Art Ensemble Of Chicago ( )

Coming Home Jamaica
Atlantic ( )
It's been a fruitful three decades for this quartet, founded under the motto "Great black music: ancient to the future", and for a group that got its start during the heyday of the free jazz discovery of the mid to late 60's, they remain remarkably fun-loving and down to earth. The AEC has always made a concentrated effort to incorporate elements of the entire African music diaspora: from traditional tribal rhythms to R&B to calypso. On Coming Home Jamaica, their 38th release, the quartet has tossed in substantial amounts of reggae to liven up the party. Initially, the solid, syncopated rhythms of bassist Malachi Favors and drummer Famoudou Don Moye come across as disorienting, mostly because they are so steady. If one is expecting a freewheeling, time-signatureless romp, their strict linearity can catch one off guard.
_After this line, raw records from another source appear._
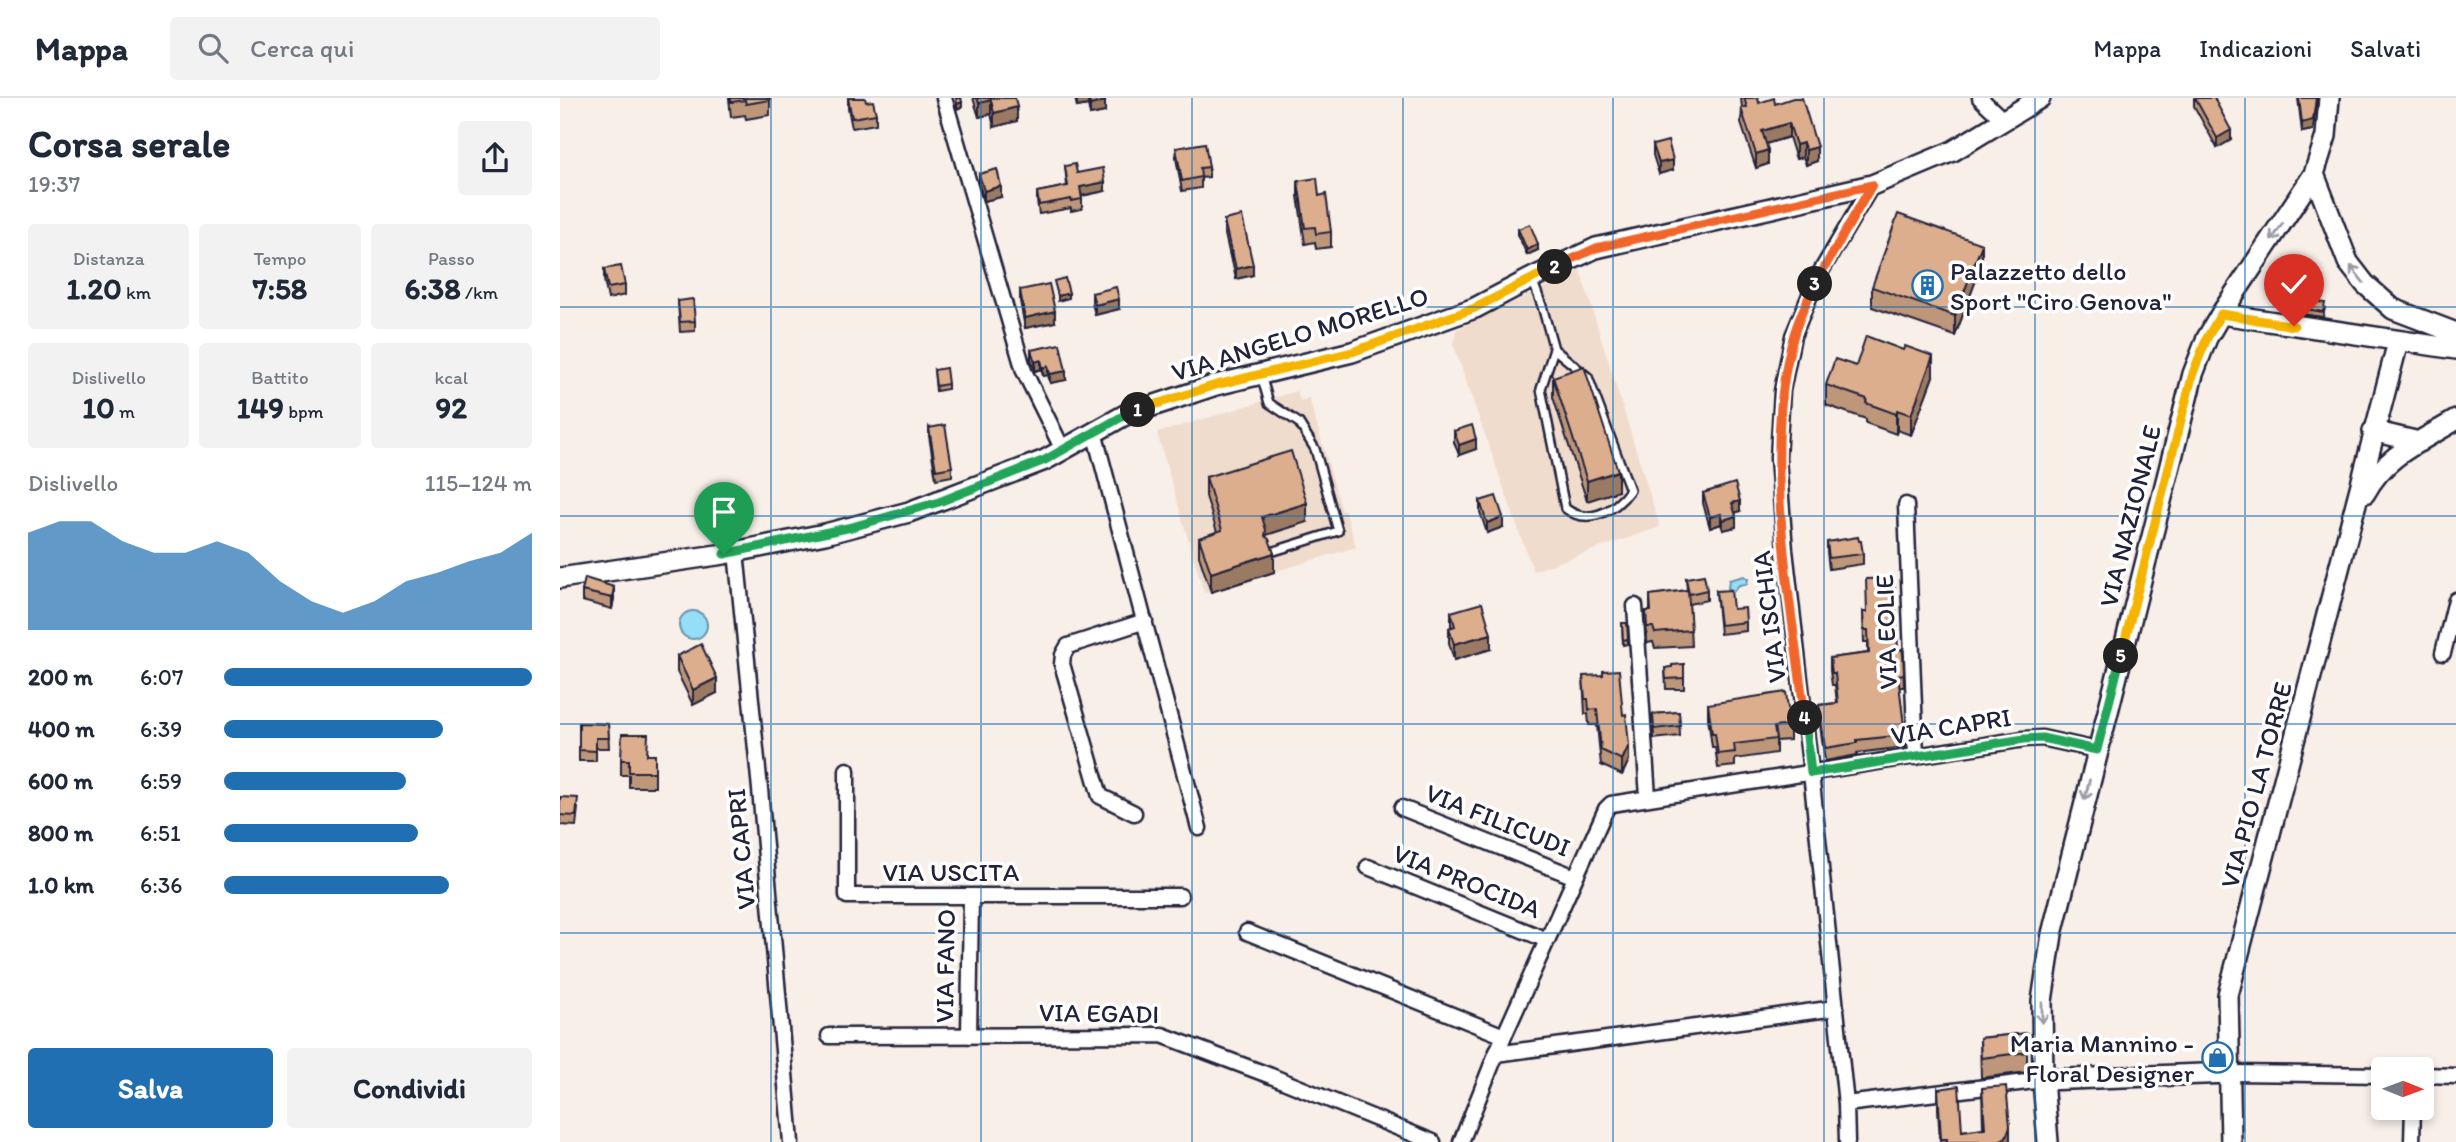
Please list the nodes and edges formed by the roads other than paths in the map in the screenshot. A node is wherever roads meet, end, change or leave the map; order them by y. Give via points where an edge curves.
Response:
1 (944, 98) edge
2 (1980, 98) edge
3 (2040, 98) edge
4 (2329, 98) edge
5 (2003, 120) junction
6 (2314, 174) junction
7 (1872, 185) junction
8 (1532, 278) junction
9 (2393, 309) junction
10 (2221, 314) junction
11 (2456, 333) edge
12 (2367, 337) junction
13 (2398, 342) junction
14 (1554, 349) junction
15 (2456, 349) edge
16 (1261, 374) junction
17 (2456, 420) edge
18 (2373, 431) junction
19 (1094, 432) junction
20 (2419, 442) junction
21 (1063, 450) junction
22 (1906, 505) dead end
23 (2354, 513) junction
24 (736, 552) junction
25 (1270, 552) edge
26 (560, 578) edge
27 (2456, 600) edge
28 (1635, 606) dead end
29 (1145, 621) junction
30 (2443, 653) dead end
31 (2097, 750) junction
32 (1916, 757) junction
33 (847, 770) dead end
34 (1811, 773) junction
35 (1648, 797) junction
36 (1402, 808) dead end
37 (1134, 813) dead end
38 (1199, 828) dead end
39 (1368, 867) dead end
40 (1575, 877) junction
41 (1181, 896) dead end
42 (971, 897) junction
43 (1247, 932) dead end
44 (1547, 940) junction
45 (1836, 1008) junction
46 (829, 1036) dead end
47 (969, 1036) junction
48 (1504, 1036) junction
49 (1496, 1054) junction
50 (2230, 1073) junction
51 (2371, 1075) edge
52 (2434, 1075) edge
53 (2456, 1076) edge
54 (2043, 1080) junction
55 (1846, 1104) junction
56 (2413, 1120) edge
57 (791, 1142) edge
58 (1433, 1142) edge
59 (1461, 1142) edge
60 (1847, 1142) edge
61 (2048, 1142) edge
62 (2231, 1142) edge
63 (2412, 1142) edge

1 - 21 street via 1024,371
2 - 5 street
3 - 5 main road, VIA ANGELO MORELLO
4 - 6 main road, VIA NAZIONALE via 2326,136
5 - 7 main road, VIA ANGELO MORELLO via 1953,151
9 -> 6 main road via 2348,262
6 -> 10 main road, VIA NAZIONALE
7 - 8 main road, VIA ANGELO MORELLO via 1596,248
7 - 34 street, VIA ISCHIA via 1817,278 1793,336 1782,391 1777,458
8 - 14 lane
8 - 16 main road, VIA ANGELO MORELLO via 1475,308 1352,352
9 - 11 main road
9 - 12 main road
10 - 12 main road
10 - 31 main road, VIA NAZIONALE via 2193,373
12 - 13 main road
13 - 15 main road
13 - 18 main road
14 - 14 lane via 1588,377 1630,491 1607,511 1588,517 1574,516 1565,508 1541,389
16 - 19 main road, VIA ANGELO MORELLO via 1125,415
16 - 25 lane via 1269,403 1298,423 1315,449 1338,531
17 - 20 main road
18 - 20 main road
18 - 23 main road
19 - 21 main road, VIA ANGELO MORELLO
19 - 29 street
20 - 23 main road via 2377,472
21 - 24 main road, VIA ANGELO MORELLO via 909,512
22 - 32 street, VIA EOLIE
23 - 50 main road, VIA PIO LA TORRE via 2228,995
24 - 26 main road, VIA ANGELO MORELLO
24 - 57 street, VIA CAPRI
27 - 30 street
28 - 35 street
29 - 37 street via 1068,646 1062,664 1100,796
29 - 38 street
31 - 32 street, VIA CAPRI via 2033,738
31 -> 54 main road, VIA NAZIONALE via 2052,934 2042,1002
32 - 34 street, VIA CAPRI
33 - 42 street, VIA USCITA via 847,896
34 - 35 street, VIA CAPRI
34 - 45 street, VIA ISCHIA
35 - 40 street, VIA CAPRI via 1606,809
36 - 40 street, VIA FILICUDI
39 - 44 street, VIA PROCIDA
40 - 44 street, VIA CAPRI
41 - 42 street, VIA USCITA
42 - 47 street, VIA FANO
43 - 48 street
44 - 48 street, VIA CAPRI
45 - 49 street
45 - 55 street, VIA ISCHIA
46 - 47 street, VIA EGADI
47 - 58 street, VIA EGADI via 1162,1035
48 - 49 street, VIA CAPRI
49 - 59 street, VIA CAPRI
50 - 51 street
50 - 54 main road
50 - 62 main road, VIA PIO LA TORRE
52 - 53 street
54 - 55 street
54 - 61 main road, VIA NAZIONALE
55 - 60 street, VIA ISCHIA
56 - 63 street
But it's only occasionally, due to their prominence in the mix, that they actually serve to distract from the twin horns of Roscoe Mitchell and Lester Bowie. When the rhythm section fades back (as they do in the all too-brief "Jamaica Farewell") and allow the horns to emerge, the beauty can take your breath away. In these pieces, Bowie plays his trumpet muted, almost hesitant, sounding like a late-fifties Clark Terry, while Mitchell himself eases himself almost unconsciously through his solos. All in all, this won't wind up being listed anywhere as the AEC's finest moment (for that, I'd lean instead towards People In Sorrow, or their 1990 tribute to Monk, featuring Cecil Taylor, Dreaming Of The Masters), but contains enough solid moments and fine interplay between seasoned musicians to impress most jazz fans.